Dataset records
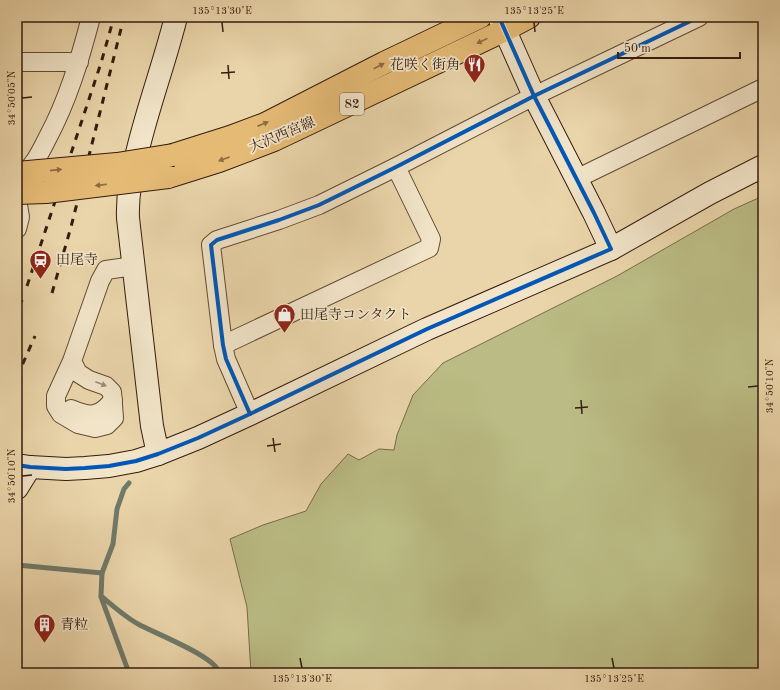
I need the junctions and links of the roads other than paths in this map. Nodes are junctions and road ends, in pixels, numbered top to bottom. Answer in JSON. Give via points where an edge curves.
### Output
{"nodes":[{"id":1,"x":91,"y":17,"type":"edge"},
{"id":2,"x":176,"y":17,"type":"edge"},
{"id":3,"x":480,"y":17,"type":"edge"},
{"id":4,"x":530,"y":17,"type":"edge"},
{"id":5,"x":699,"y":17,"type":"edge"},
{"id":6,"x":502,"y":24,"type":"edge"},
{"id":7,"x":17,"y":62,"type":"edge"},
{"id":8,"x":79,"y":62,"type":"junction"},
{"id":9,"x":763,"y":88,"type":"edge"},
{"id":10,"x":534,"y":96,"type":"junction"},
{"id":11,"x":763,"y":166,"type":"edge"},
{"id":12,"x":396,"y":167,"type":"junction"},
{"id":13,"x":17,"y":173,"type":"edge"},
{"id":14,"x":576,"y":179,"type":"junction"},
{"id":15,"x":17,"y":180,"type":"edge"},
{"id":16,"x":17,"y":192,"type":"edge"},
{"id":17,"x":17,"y":199,"type":"edge"},
{"id":18,"x":18,"y":221,"type":"edge"},
{"id":19,"x":611,"y":249,"type":"junction"},
{"id":20,"x":134,"y":266,"type":"junction"},
{"id":21,"x":223,"y":345,"type":"junction"},
{"id":22,"x":72,"y":361,"type":"junction"},
{"id":23,"x":250,"y":414,"type":"junction"},
{"id":24,"x":158,"y":454,"type":"junction"},
{"id":25,"x":24,"y":466,"type":"edge"},
{"id":26,"x":17,"y":488,"type":"edge"}],
"edges":[{"from":1,"to":8,"type":"street"},
{"from":2,"to":20,"type":"street","via":[[131,178],[128,218]]},
{"from":13,"to":3,"type":"main road","name":"大沢西宮線","number":"82","one_way":true,"bridge":true,"via":[[117,164],[173,155],[230,137],[266,124]]},
{"from":4,"to":6,"type":"main road","name":"大沢西宮線","number":"82"},
{"from":5,"to":10,"type":"street"},
{"from":6,"to":10,"type":"street"},
{"from":6,"to":16,"type":"main road","name":"大沢西宮線","number":"82","one_way":true,"bridge":true,"via":[[274,140],[219,161],[168,177],[46,192]]},
{"from":7,"to":8,"type":"street"},
{"from":8,"to":15,"type":"street","via":[[56,122],[29,170]]},
{"from":9,"to":14,"type":"street"},
{"from":10,"to":12,"type":"street"},
{"from":10,"to":14,"type":"street"},
{"from":11,"to":19,"type":"street"},
{"from":12,"to":21,"type":"street","via":[[318,205],[217,240],[211,245]]},
{"from":12,"to":21,"type":"street","via":[[432,239],[429,248]]},
{"from":14,"to":19,"type":"street"},
{"from":17,"to":18,"type":"street"},
{"from":19,"to":23,"type":"street","via":[[427,329]]},
{"from":20,"to":22,"type":"street","via":[[106,270]]},
{"from":20,"to":24,"type":"street","via":[[152,426]]},
{"from":21,"to":23,"type":"street","via":[[226,359]]},
{"from":22,"to":22,"type":"street","one_way":true,"via":[[78,373],[106,386],[112,392],[114,418],[107,425],[95,428],[78,424],[61,414],[56,406],[56,396]]},
{"from":23,"to":24,"type":"street"},
{"from":24,"to":25,"type":"street","via":[[109,466],[66,469]]},
{"from":25,"to":26,"type":"street"}]}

**ACTION ITEM:** Filter the entries above down to the lines that contain the word "bridge".

**PROBLEM SOLUTION:**
{"from":13,"to":3,"type":"main road","name":"大沢西宮線","number":"82","one_way":true,"bridge":true,"via":[[117,164],[173,155],[230,137],[266,124]]},
{"from":6,"to":16,"type":"main road","name":"大沢西宮線","number":"82","one_way":true,"bridge":true,"via":[[274,140],[219,161],[168,177],[46,192]]},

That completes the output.